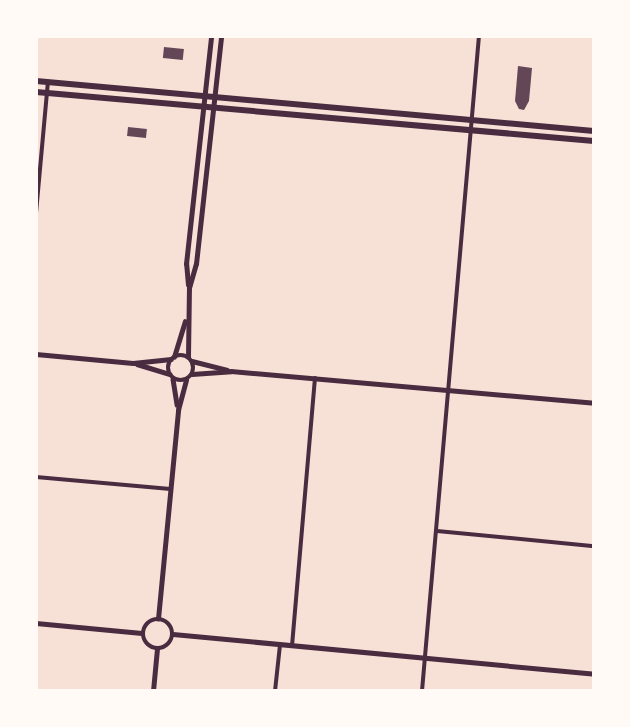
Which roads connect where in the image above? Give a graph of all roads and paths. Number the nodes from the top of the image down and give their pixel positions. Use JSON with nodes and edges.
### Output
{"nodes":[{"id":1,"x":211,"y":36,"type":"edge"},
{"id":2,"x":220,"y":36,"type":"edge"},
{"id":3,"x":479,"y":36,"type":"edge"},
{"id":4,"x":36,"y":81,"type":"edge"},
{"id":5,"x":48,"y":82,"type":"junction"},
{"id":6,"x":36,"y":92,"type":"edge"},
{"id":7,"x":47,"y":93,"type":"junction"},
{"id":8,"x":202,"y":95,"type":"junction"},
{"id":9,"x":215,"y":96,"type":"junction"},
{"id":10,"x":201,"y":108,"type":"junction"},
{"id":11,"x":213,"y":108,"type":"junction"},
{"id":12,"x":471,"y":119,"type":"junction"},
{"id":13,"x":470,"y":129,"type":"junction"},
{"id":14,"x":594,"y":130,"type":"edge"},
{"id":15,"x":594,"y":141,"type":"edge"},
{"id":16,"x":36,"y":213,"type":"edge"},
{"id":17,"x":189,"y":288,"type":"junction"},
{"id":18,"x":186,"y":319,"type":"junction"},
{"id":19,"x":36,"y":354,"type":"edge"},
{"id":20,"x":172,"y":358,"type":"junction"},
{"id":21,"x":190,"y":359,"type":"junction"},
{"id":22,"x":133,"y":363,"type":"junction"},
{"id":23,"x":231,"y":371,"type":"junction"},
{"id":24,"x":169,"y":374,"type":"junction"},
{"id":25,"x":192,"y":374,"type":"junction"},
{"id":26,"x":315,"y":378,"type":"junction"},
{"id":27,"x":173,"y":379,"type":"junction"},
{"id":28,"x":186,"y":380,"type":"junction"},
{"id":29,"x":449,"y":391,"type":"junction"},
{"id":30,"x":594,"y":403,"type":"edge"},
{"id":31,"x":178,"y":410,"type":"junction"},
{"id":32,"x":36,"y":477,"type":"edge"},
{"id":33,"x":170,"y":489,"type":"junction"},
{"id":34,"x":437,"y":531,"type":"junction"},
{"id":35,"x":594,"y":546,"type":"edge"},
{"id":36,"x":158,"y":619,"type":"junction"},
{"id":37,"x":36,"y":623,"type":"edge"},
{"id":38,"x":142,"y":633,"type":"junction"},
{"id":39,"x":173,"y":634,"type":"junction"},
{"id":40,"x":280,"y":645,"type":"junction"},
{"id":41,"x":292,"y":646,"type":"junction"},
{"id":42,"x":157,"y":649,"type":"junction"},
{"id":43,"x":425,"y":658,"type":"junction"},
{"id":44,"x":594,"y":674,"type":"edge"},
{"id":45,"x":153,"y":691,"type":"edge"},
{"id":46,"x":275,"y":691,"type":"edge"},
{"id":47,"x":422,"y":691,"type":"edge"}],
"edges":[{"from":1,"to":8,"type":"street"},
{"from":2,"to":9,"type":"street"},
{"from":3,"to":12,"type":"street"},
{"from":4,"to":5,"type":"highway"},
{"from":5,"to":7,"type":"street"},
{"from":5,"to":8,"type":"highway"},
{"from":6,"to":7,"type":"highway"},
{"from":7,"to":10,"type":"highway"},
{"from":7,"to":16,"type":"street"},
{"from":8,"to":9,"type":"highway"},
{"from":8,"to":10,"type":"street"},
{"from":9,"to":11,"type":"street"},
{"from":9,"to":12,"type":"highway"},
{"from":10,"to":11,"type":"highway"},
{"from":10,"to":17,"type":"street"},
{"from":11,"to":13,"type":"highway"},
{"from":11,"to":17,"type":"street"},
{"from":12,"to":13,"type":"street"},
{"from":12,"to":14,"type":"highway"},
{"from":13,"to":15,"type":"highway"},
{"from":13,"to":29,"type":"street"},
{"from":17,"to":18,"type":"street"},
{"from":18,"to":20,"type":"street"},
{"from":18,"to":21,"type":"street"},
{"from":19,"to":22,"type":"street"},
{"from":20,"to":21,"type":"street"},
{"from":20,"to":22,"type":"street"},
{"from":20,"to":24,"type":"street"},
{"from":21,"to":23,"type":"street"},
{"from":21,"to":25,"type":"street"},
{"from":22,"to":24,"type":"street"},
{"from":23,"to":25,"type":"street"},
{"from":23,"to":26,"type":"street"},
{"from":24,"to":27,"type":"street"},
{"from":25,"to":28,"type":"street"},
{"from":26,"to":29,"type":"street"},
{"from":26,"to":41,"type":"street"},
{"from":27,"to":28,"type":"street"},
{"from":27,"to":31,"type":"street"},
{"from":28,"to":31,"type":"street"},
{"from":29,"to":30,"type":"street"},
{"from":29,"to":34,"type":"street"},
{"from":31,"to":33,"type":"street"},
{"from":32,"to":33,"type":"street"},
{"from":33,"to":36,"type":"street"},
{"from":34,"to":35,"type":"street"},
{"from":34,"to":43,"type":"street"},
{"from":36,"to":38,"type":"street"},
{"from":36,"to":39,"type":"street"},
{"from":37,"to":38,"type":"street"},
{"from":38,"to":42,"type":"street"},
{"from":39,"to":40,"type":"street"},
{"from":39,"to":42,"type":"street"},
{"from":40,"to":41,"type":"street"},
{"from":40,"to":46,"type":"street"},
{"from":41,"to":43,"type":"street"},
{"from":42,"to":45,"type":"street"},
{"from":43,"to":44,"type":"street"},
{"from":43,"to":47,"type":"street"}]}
==
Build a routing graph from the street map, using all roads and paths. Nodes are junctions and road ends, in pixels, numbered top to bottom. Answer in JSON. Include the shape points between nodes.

Task directions
Copy every line from the material in which the word "paths" can be found.

Answer to this problem
Which roads connect where in the image above? Give a graph of all roads and paths. Number the nodes from the top of the image down and give their pixel positions. Use JSON with nodes and edges.
Build a routing graph from the street map, using all roads and paths. Nodes are junctions and road ends, in pixels, numbered top to bottom. Answer in JSON. Include the shape points between nodes.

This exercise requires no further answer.